EXERCISE DETAILS: All of the data should be restated word for word.

Dataset entries:
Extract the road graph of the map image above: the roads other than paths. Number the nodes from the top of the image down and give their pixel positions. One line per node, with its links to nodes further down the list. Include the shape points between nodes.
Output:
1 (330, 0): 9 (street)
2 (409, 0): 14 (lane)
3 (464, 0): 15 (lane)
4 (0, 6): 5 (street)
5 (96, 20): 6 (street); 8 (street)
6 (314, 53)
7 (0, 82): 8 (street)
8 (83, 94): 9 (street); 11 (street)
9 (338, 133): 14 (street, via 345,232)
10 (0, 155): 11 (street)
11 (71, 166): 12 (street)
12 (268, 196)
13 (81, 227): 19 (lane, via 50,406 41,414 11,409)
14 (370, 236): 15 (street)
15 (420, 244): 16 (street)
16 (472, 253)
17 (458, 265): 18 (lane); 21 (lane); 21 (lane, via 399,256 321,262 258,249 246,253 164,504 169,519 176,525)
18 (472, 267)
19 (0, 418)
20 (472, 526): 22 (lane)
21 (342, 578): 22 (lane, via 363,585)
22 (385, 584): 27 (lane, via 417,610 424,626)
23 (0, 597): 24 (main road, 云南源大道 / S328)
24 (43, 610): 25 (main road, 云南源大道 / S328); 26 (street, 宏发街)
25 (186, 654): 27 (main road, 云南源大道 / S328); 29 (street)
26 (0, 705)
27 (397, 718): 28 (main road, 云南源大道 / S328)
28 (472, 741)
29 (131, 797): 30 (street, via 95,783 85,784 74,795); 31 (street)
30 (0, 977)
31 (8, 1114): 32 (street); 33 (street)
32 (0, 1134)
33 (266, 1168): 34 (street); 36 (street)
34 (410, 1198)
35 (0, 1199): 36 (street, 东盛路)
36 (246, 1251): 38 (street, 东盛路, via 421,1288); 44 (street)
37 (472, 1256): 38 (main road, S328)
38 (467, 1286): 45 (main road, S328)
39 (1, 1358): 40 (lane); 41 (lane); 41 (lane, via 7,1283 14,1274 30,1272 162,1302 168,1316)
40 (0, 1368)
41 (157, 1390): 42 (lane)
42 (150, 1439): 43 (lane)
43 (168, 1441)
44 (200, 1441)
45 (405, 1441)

TASK OUTPUT:
Extract the road graph of the map image above: the roads other than paths. Number the nodes from the top of the image down and give their pixel positions. One line per node, with its links to nodes further down the list. Include the shape points between nodes.
Output:
1 (330, 0): 9 (street)
2 (409, 0): 14 (lane)
3 (464, 0): 15 (lane)
4 (0, 6): 5 (street)
5 (96, 20): 6 (street); 8 (street)
6 (314, 53)
7 (0, 82): 8 (street)
8 (83, 94): 9 (street); 11 (street)
9 (338, 133): 14 (street, via 345,232)
10 (0, 155): 11 (street)
11 (71, 166): 12 (street)
12 (268, 196)
13 (81, 227): 19 (lane, via 50,406 41,414 11,409)
14 (370, 236): 15 (street)
15 (420, 244): 16 (street)
16 (472, 253)
17 (458, 265): 18 (lane); 21 (lane); 21 (lane, via 399,256 321,262 258,249 246,253 164,504 169,519 176,525)
18 (472, 267)
19 (0, 418)
20 (472, 526): 22 (lane)
21 (342, 578): 22 (lane, via 363,585)
22 (385, 584): 27 (lane, via 417,610 424,626)
23 (0, 597): 24 (main road, 云南源大道 / S328)
24 (43, 610): 25 (main road, 云南源大道 / S328); 26 (street, 宏发街)
25 (186, 654): 27 (main road, 云南源大道 / S328); 29 (street)
26 (0, 705)
27 (397, 718): 28 (main road, 云南源大道 / S328)
28 (472, 741)
29 (131, 797): 30 (street, via 95,783 85,784 74,795); 31 (street)
30 (0, 977)
31 (8, 1114): 32 (street); 33 (street)
32 (0, 1134)
33 (266, 1168): 34 (street); 36 (street)
34 (410, 1198)
35 (0, 1199): 36 (street, 东盛路)
36 (246, 1251): 38 (street, 东盛路, via 421,1288); 44 (street)
37 (472, 1256): 38 (main road, S328)
38 (467, 1286): 45 (main road, S328)
39 (1, 1358): 40 (lane); 41 (lane); 41 (lane, via 7,1283 14,1274 30,1272 162,1302 168,1316)
40 (0, 1368)
41 (157, 1390): 42 (lane)
42 (150, 1439): 43 (lane)
43 (168, 1441)
44 (200, 1441)
45 (405, 1441)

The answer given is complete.